TASK BRIEF: Give the data below again exactly, and drop each picture from it.

SUPPLIED DATA:

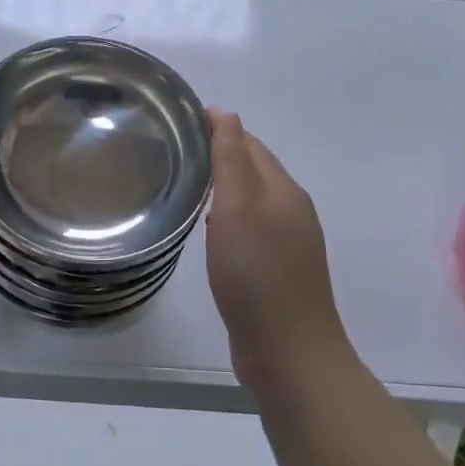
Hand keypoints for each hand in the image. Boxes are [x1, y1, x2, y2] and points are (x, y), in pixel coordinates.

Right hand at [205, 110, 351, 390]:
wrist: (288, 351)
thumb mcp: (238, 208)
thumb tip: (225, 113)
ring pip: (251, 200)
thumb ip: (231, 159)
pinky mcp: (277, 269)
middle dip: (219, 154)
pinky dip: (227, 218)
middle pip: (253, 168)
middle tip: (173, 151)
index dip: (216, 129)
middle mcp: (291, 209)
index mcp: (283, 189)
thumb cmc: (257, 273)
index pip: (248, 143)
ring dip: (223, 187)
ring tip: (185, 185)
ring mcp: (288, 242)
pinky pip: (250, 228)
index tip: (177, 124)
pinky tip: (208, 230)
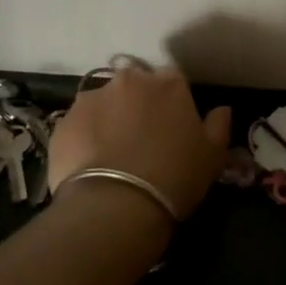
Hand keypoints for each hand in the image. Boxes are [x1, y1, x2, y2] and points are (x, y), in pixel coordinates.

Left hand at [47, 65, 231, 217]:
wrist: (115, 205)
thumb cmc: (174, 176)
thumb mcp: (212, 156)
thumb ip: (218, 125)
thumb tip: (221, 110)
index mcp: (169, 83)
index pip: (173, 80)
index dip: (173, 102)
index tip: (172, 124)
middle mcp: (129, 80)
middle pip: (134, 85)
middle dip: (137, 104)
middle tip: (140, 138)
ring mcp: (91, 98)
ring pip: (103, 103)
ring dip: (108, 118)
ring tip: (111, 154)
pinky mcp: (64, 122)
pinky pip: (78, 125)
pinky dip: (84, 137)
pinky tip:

THE COMPLETED TASK:
Hand keypoints for each hand in the image. Boxes are [x1, y1, x2, y2] and points are (x, y), in pixel coordinates.

Right hand at [205, 110, 351, 390]:
wrist: (288, 351)
thumb mcp: (238, 208)
thumb tip: (225, 113)
ring pip: (251, 200)
thumb ip: (231, 159)
pinky mcp: (277, 269)
middle dip: (219, 154)
pinky dip: (227, 218)
middle pip: (253, 168)
middle tip: (173, 151)
index dip: (216, 129)
middle mcp: (291, 209)
index mcp: (283, 189)
thumb cmc: (257, 273)
index pip: (248, 143)
ring dip: (223, 187)
ring tip: (185, 185)
ring mcp: (288, 242)
pinky pip: (250, 228)
index tip: (177, 124)
pinky tip: (208, 230)
Hand keypoints for each hand in the image. Boxes are [x1, y1, x2, y2] and points are (x, y), in pixel coordinates.

Left hand at [47, 65, 231, 217]:
wrist: (115, 205)
thumb cmc: (174, 176)
thumb mcp: (212, 156)
thumb ip: (218, 125)
thumb tip: (221, 110)
index mcp: (169, 83)
index pip: (173, 80)
index dip: (173, 102)
index tip: (172, 124)
middle mcp: (129, 80)
middle pip: (134, 85)
middle dip: (137, 104)
middle tip: (140, 138)
ring mcp: (91, 98)
ring pip: (103, 103)
ring dip: (108, 118)
ring tip: (111, 154)
pinky mcp: (64, 122)
pinky pip: (78, 125)
pinky dip: (84, 137)
pinky tip:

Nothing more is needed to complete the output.